(INPUT DATA):
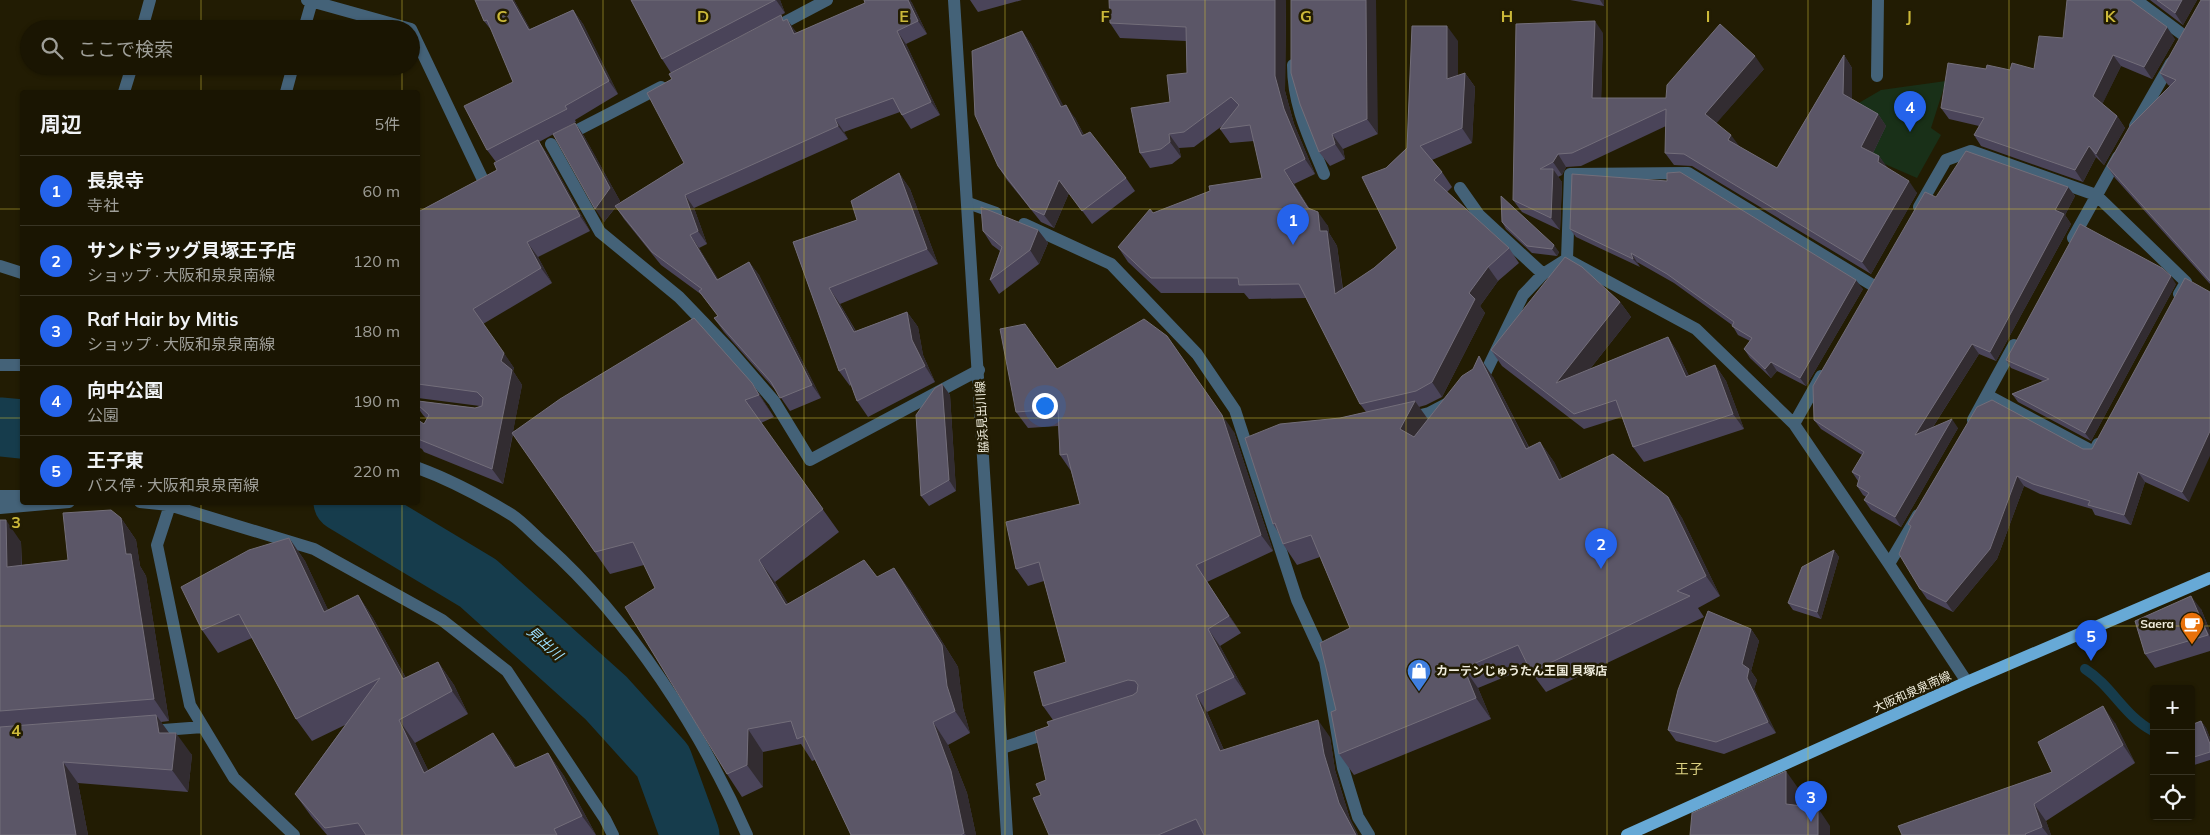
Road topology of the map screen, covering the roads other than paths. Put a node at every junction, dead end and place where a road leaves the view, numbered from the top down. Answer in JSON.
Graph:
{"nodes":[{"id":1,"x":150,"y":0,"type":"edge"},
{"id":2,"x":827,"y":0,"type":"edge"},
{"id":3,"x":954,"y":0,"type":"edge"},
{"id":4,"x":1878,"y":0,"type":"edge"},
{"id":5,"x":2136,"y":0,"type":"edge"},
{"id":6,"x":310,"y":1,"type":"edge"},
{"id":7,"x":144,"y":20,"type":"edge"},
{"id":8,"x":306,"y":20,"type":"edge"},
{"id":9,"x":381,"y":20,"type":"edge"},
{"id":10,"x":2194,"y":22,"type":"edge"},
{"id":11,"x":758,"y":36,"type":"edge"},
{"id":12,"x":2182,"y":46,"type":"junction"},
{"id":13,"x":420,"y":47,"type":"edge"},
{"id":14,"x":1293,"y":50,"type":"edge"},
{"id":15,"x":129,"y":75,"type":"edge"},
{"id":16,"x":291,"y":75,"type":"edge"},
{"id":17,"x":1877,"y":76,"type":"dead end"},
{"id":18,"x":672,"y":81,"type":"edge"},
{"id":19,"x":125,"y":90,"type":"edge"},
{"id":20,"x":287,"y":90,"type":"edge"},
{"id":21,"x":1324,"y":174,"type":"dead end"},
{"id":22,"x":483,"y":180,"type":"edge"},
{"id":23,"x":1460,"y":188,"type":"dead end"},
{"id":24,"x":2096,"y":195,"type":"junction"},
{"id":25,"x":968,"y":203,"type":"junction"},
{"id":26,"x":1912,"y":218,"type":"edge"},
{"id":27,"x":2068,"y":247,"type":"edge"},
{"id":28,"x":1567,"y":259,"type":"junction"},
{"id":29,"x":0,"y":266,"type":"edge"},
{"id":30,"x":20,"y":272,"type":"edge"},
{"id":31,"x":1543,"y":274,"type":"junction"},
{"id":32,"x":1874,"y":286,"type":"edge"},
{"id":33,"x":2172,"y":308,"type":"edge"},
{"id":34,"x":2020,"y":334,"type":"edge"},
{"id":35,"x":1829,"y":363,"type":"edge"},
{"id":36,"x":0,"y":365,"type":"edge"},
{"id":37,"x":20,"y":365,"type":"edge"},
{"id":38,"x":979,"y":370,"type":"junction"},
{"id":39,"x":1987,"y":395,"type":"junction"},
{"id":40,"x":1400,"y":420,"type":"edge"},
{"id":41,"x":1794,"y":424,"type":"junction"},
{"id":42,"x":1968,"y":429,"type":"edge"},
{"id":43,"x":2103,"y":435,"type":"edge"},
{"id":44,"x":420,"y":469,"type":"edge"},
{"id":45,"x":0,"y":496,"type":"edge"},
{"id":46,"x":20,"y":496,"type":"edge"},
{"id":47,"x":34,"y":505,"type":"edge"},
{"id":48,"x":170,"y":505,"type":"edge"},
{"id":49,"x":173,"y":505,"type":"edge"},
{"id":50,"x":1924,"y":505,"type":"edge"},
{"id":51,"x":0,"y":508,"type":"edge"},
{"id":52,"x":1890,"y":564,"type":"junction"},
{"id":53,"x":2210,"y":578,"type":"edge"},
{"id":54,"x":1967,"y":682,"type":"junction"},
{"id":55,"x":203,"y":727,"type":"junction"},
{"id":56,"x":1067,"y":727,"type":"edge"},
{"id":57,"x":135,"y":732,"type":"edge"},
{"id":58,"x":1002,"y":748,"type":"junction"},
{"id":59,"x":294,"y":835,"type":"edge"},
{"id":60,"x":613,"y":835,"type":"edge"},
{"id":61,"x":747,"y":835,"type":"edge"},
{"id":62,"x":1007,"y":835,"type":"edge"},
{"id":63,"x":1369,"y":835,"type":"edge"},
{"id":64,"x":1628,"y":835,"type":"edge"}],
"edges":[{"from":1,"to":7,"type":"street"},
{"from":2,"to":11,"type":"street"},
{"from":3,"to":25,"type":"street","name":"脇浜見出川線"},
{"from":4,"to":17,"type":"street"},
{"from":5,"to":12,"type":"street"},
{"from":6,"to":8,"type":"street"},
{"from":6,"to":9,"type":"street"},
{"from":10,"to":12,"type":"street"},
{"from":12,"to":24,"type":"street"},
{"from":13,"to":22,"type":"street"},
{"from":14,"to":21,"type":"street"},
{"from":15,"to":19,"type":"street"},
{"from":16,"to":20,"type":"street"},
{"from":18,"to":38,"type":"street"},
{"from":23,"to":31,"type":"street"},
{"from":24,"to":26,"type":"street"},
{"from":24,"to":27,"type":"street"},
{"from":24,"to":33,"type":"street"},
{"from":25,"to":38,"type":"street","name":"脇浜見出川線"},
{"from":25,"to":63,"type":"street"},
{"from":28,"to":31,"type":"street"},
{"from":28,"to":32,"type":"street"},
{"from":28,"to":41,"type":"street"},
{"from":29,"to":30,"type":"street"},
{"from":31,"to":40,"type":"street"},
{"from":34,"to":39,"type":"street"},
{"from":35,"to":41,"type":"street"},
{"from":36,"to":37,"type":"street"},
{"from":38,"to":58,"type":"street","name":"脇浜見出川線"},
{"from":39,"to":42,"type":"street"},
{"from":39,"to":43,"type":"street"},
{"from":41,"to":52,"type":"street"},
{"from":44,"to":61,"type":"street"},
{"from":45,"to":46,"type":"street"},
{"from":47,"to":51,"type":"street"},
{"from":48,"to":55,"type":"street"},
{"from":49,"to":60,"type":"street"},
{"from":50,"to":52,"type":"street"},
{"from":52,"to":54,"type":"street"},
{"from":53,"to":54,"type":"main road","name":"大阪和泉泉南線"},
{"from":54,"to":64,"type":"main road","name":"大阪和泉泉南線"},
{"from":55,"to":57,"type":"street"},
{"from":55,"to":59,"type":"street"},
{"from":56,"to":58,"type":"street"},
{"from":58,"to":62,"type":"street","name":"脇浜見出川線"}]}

(WORK INSTRUCTION):
Copy out each line of the records that holds the string "脇浜見出川線".

(SOLUTION TO THIS PROBLEM):
{"from":3,"to":25,"type":"street","name":"脇浜見出川線"},
{"from":25,"to":38,"type":"street","name":"脇浜見出川線"},
{"from":38,"to":58,"type":"street","name":"脇浜見出川線"},
{"from":58,"to":62,"type":"street","name":"脇浜見出川線"}]}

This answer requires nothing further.